A verbatim repetition of the data below is requested, without images.

>>>

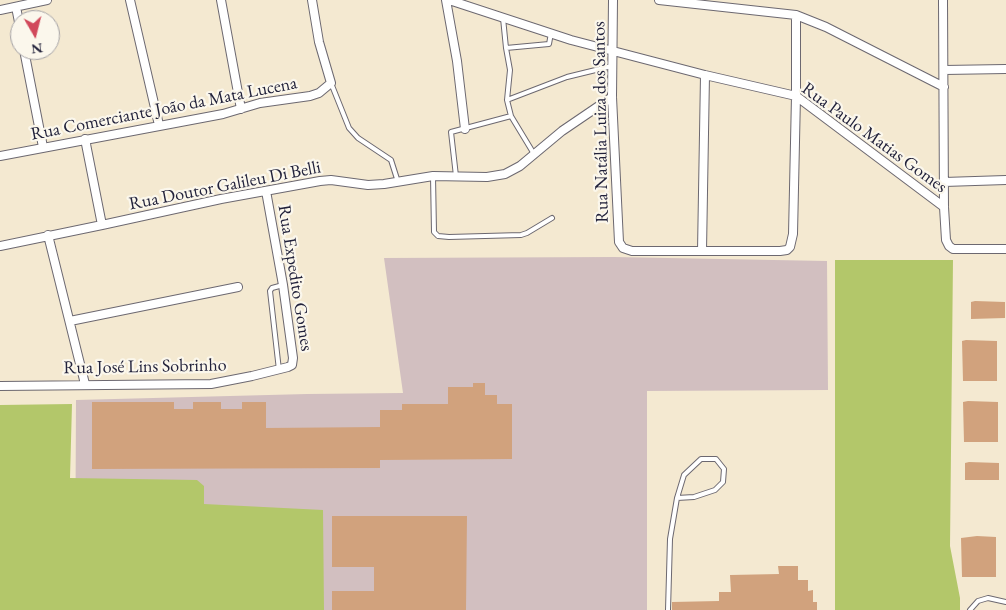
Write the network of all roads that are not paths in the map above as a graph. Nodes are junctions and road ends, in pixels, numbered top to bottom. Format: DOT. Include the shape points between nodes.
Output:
graph roads {
  1 [pos="47,0"];
  2 [pos="130,0"];
  3 [pos="221,0"];
  4 [pos="312,0"];
  5 [pos="447,0"];
  6 [pos="480,0"];
  7 [pos="613,0"];
  8 [pos="659,0"];
  9 [pos="943,0"];
  10 [pos="699,3"];
  11 [pos="16,6"];
  12 [pos="0,10"];
  13 [pos="17,10"];
  14 [pos="477,10"];
  15 [pos="796,15"];
  16 [pos="503,18"];
  17 [pos="551,33"];
  18 [pos="506,48"];
  19 [pos="612,51"];
  20 [pos="26,60"];
  21 [pos="612,66"];
  22 [pos="1006,68"];
  23 [pos="944,70"];
  24 [pos="705,75"];
  25 [pos="331,83"];
  26 [pos="944,87"];
  27 [pos="796,96"];
  28 [pos="612,97"];
  29 [pos="507,100"];
  30 [pos="242,109"];
  31 [pos="511,116"];
  32 [pos="159,125"];
  33 [pos="465,129"];
  34 [pos="85,139"];
  35 [pos="43,147"];
  36 [pos="534,154"];
  37 [pos="0,156"];
  38 [pos="433,176"];
  39 [pos="456,176"];
  40 [pos="1006,180"];
  41 [pos="398,182"];
  42 [pos="944,182"];
  43 [pos="266,191"];
  44 [pos="944,207"];
  45 [pos="552,218"];
  46 [pos="102,226"];
  47 [pos="48,236"];
  48 [pos="0,246"];
  49 [pos="1006,249"];
  50 [pos="702,251"];
  51 [pos="283,285"];
  52 [pos="238,287"];
  53 [pos="70,321"];
  54 [pos="288,368"];
  55 [pos="279,370"];
  56 [pos="86,384"];
  57 [pos="0,386"];
  58 [pos="676,498"];
  59 [pos="1006,602"];
  60 [pos="668,610"];
  61 [pos="970,610"];
  1 -- 11 [label="street"];
  2 -- 32 [label="street"];
  3 -- 30 [label="street"];
  4 -- 25 [label="street" via="319,42"];
  5 -- 14 [label="street, Rua Paulo Matias Gomes"];
  5 -- 33 [label="street"];
  6 -- 14 [label="street"];
  7 -- 19 [label="street, Rua Natália Luiza dos Santos"];
  8 -- 10 [label="street"];
  9 -- 23 [label="street"];
  10 -- 15 [label="street"];
  11 -- 12 [label="street"];
  11 -- 13 [label="street"];
  14 -- 16 [label="street, Rua Paulo Matias Gomes"];
  15 -- 26 [label="street"];
  15 -- 27 [label="street"];
  16 -- 17 [label="street, Rua Paulo Matias Gomes"];
  16 -- 18 [label="lane"];
  17 -- 18 [label="lane" via="549,44"];
  17 -- 19 [label="street, Rua Paulo Matias Gomes"];
  18 -- 29 [label="lane" via="510,70"];
  19 -- 21 [label="street, Rua Natália Luiza dos Santos"];
  19 -- 24 [label="street, Rua Paulo Matias Gomes"];
  20 -- 35 [label="street"];
  21 -- 28 [label="street, Rua Natália Luiza dos Santos"];
  21 -- 29 [label="lane" via="567,77"];
  22 -- 23 [label="street"];
  23 -- 26 [label="street"];
  24 -- 27 [label="street, Rua Paulo Matias Gomes"];
  24 -- 50 [label="street"];
  25 -- 30 [label="street, Rua Comerciante João da Mata Lucena" via="310,96 260,103"];
  25 -- 41 [label="lane" via="349,128 391,160"];
  26 -- 42 [label="street"];
  27 -- 44 [label="street, Rua Paulo Matias Gomes"];
  27 -- 50 [label="street" via="790,247 780,251"];
  28 -- 36 [label="street, Rua Doutor Galileu Di Belli"];
  28 -- 50 [label="street, Rua Natália Luiza dos Santos" via="619,242 623,248 632,251"];
  29 -- 31 [label="lane"];
  30 -- 32 [label="street, Rua Comerciante João da Mata Lucena"];
  31 -- 33 [label="lane"];
  31 -- 36 [label="lane"];
  32 -- 34 [label="street, Rua Comerciante João da Mata Lucena"];
  33 -- 39 [label="lane" via="451,133"];
  34 -- 35 [label="street, Rua Comerciante João da Mata Lucena"];
  34 -- 46 [label="street"];
  35 -- 37 [label="street, Rua Comerciante João da Mata Lucena"];
  36 -- 39 [label="street, Rua Doutor Galileu Di Belli" via="505,174"];
  38 -- 39 [label="street, Rua Doutor Galileu Di Belli"];
  38 -- 41 [label="street, Rua Doutor Galileu Di Belli"];
  38 -- 45 [label="lane" via="434,232 438,236 521,235"];
  40 -- 42 [label="street"];
  41 -- 43 [label="street, Rua Doutor Galileu Di Belli" via="368,185 331,180"];
  42 -- 44 [label="street"];
  43 -- 46 [label="street, Rua Doutor Galileu Di Belli"];
  43 -- 51 [label="street, Rua Expedito Gomes"];
  44 -- 49 [label="street" via="946,240 953,249"];
  46 -- 47 [label="street, Rua Doutor Galileu Di Belli"];
  47 -- 48 [label="street, Rua Doutor Galileu Di Belli"];
  47 -- 53 [label="street"];
  51 -- 54 [label="street, Rua Expedito Gomes" via="293,358"];
  51 -- 55 [label="lane" via="270,291"];
  52 -- 53 [label="street"];
  53 -- 56 [label="street"];
  54 -- 55 [label="street, Rua José Lins Sobrinho"];
  55 -- 56 [label="street, Rua José Lins Sobrinho" via="212,384"];
  56 -- 57 [label="street, Rua José Lins Sobrinho"];
  58 -- 58 [label="lane" via="694,497 715,490 724,482 724,469 716,460 701,459 684,476"];
  58 -- 60 [label="lane" via="670,539"];
  59 -- 61 [label="lane" via="988,598 978,601"];
}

<<<

## Exercise result
Write the network of all roads that are not paths in the map above as a graph. Nodes are junctions and road ends, in pixels, numbered top to bottom. Format: DOT. Include the shape points between nodes.
Output:
graph roads {
  1 [pos="47,0"];
  2 [pos="130,0"];
  3 [pos="221,0"];
  4 [pos="312,0"];
  5 [pos="447,0"];
  6 [pos="480,0"];
  7 [pos="613,0"];
  8 [pos="659,0"];
  9 [pos="943,0"];
  10 [pos="699,3"];
  11 [pos="16,6"];
  12 [pos="0,10"];
  13 [pos="17,10"];
  14 [pos="477,10"];
  15 [pos="796,15"];
  16 [pos="503,18"];
  17 [pos="551,33"];
  18 [pos="506,48"];
  19 [pos="612,51"];
  20 [pos="26,60"];
  21 [pos="612,66"];
  22 [pos="1006,68"];
  23 [pos="944,70"];
  24 [pos="705,75"];
  25 [pos="331,83"];
  26 [pos="944,87"];
  27 [pos="796,96"];
  28 [pos="612,97"];
  29 [pos="507,100"];
  30 [pos="242,109"];
  31 [pos="511,116"];
  32 [pos="159,125"];
  33 [pos="465,129"];
  34 [pos="85,139"];
  35 [pos="43,147"];
  36 [pos="534,154"];
  37 [pos="0,156"];
  38 [pos="433,176"];
  39 [pos="456,176"];
  40 [pos="1006,180"];
  41 [pos="398,182"];
  42 [pos="944,182"];
  43 [pos="266,191"];
  44 [pos="944,207"];
  45 [pos="552,218"];
  46 [pos="102,226"];
  47 [pos="48,236"];
  48 [pos="0,246"];
  49 [pos="1006,249"];
  50 [pos="702,251"];
  51 [pos="283,285"];
  52 [pos="238,287"];
  53 [pos="70,321"];
  54 [pos="288,368"];
  55 [pos="279,370"];
  56 [pos="86,384"];
  57 [pos="0,386"];
  58 [pos="676,498"];
  59 [pos="1006,602"];
  60 [pos="668,610"];
  61 [pos="970,610"];
  1 -- 11 [label="street"];
  2 -- 32 [label="street"];
  3 -- 30 [label="street"];
  4 -- 25 [label="street" via="319,42"];
  5 -- 14 [label="street, Rua Paulo Matias Gomes"];
  5 -- 33 [label="street"];
  6 -- 14 [label="street"];
  7 -- 19 [label="street, Rua Natália Luiza dos Santos"];
  8 -- 10 [label="street"];
  9 -- 23 [label="street"];
  10 -- 15 [label="street"];
  11 -- 12 [label="street"];
  11 -- 13 [label="street"];
  14 -- 16 [label="street, Rua Paulo Matias Gomes"];
  15 -- 26 [label="street"];
  15 -- 27 [label="street"];
  16 -- 17 [label="street, Rua Paulo Matias Gomes"];
  16 -- 18 [label="lane"];
  17 -- 18 [label="lane" via="549,44"];
  17 -- 19 [label="street, Rua Paulo Matias Gomes"];
  18 -- 29 [label="lane" via="510,70"];
  19 -- 21 [label="street, Rua Natália Luiza dos Santos"];
  19 -- 24 [label="street, Rua Paulo Matias Gomes"];
  20 -- 35 [label="street"];
  21 -- 28 [label="street, Rua Natália Luiza dos Santos"];
  21 -- 29 [label="lane" via="567,77"];
  22 -- 23 [label="street"];
  23 -- 26 [label="street"];
  24 -- 27 [label="street, Rua Paulo Matias Gomes"];
  24 -- 50 [label="street"];
  25 -- 30 [label="street, Rua Comerciante João da Mata Lucena" via="310,96 260,103"];
  25 -- 41 [label="lane" via="349,128 391,160"];
  26 -- 42 [label="street"];
  27 -- 44 [label="street, Rua Paulo Matias Gomes"];
  27 -- 50 [label="street" via="790,247 780,251"];
  28 -- 36 [label="street, Rua Doutor Galileu Di Belli"];
  28 -- 50 [label="street, Rua Natália Luiza dos Santos" via="619,242 623,248 632,251"];
  29 -- 31 [label="lane"];
  30 -- 32 [label="street, Rua Comerciante João da Mata Lucena"];
  31 -- 33 [label="lane"];
  31 -- 36 [label="lane"];
  32 -- 34 [label="street, Rua Comerciante João da Mata Lucena"];
  33 -- 39 [label="lane" via="451,133"];
  34 -- 35 [label="street, Rua Comerciante João da Mata Lucena"];
  34 -- 46 [label="street"];
  35 -- 37 [label="street, Rua Comerciante João da Mata Lucena"];
  36 -- 39 [label="street, Rua Doutor Galileu Di Belli" via="505,174"];
  38 -- 39 [label="street, Rua Doutor Galileu Di Belli"];
  38 -- 41 [label="street, Rua Doutor Galileu Di Belli"];
  38 -- 45 [label="lane" via="434,232 438,236 521,235"];
  40 -- 42 [label="street"];
  41 -- 43 [label="street, Rua Doutor Galileu Di Belli" via="368,185 331,180"];
  42 -- 44 [label="street"];
  43 -- 46 [label="street, Rua Doutor Galileu Di Belli"];
  43 -- 51 [label="street, Rua Expedito Gomes"];
  44 -- 49 [label="street" via="946,240 953,249"];
  46 -- 47 [label="street, Rua Doutor Galileu Di Belli"];
  47 -- 48 [label="street, Rua Doutor Galileu Di Belli"];
  47 -- 53 [label="street"];
  51 -- 54 [label="street, Rua Expedito Gomes" via="293,358"];
  51 -- 55 [label="lane" via="270,291"];
  52 -- 53 [label="street"];
  53 -- 56 [label="street"];
  54 -- 55 [label="street, Rua José Lins Sobrinho"];
  55 -- 56 [label="street, Rua José Lins Sobrinho" via="212,384"];
  56 -- 57 [label="street, Rua José Lins Sobrinho"];
  58 -- 58 [label="lane" via="694,497 715,490 724,482 724,469 716,460 701,459 684,476"];
  58 -- 60 [label="lane" via="670,539"];
  59 -- 61 [label="lane" via="988,598 978,601"];
}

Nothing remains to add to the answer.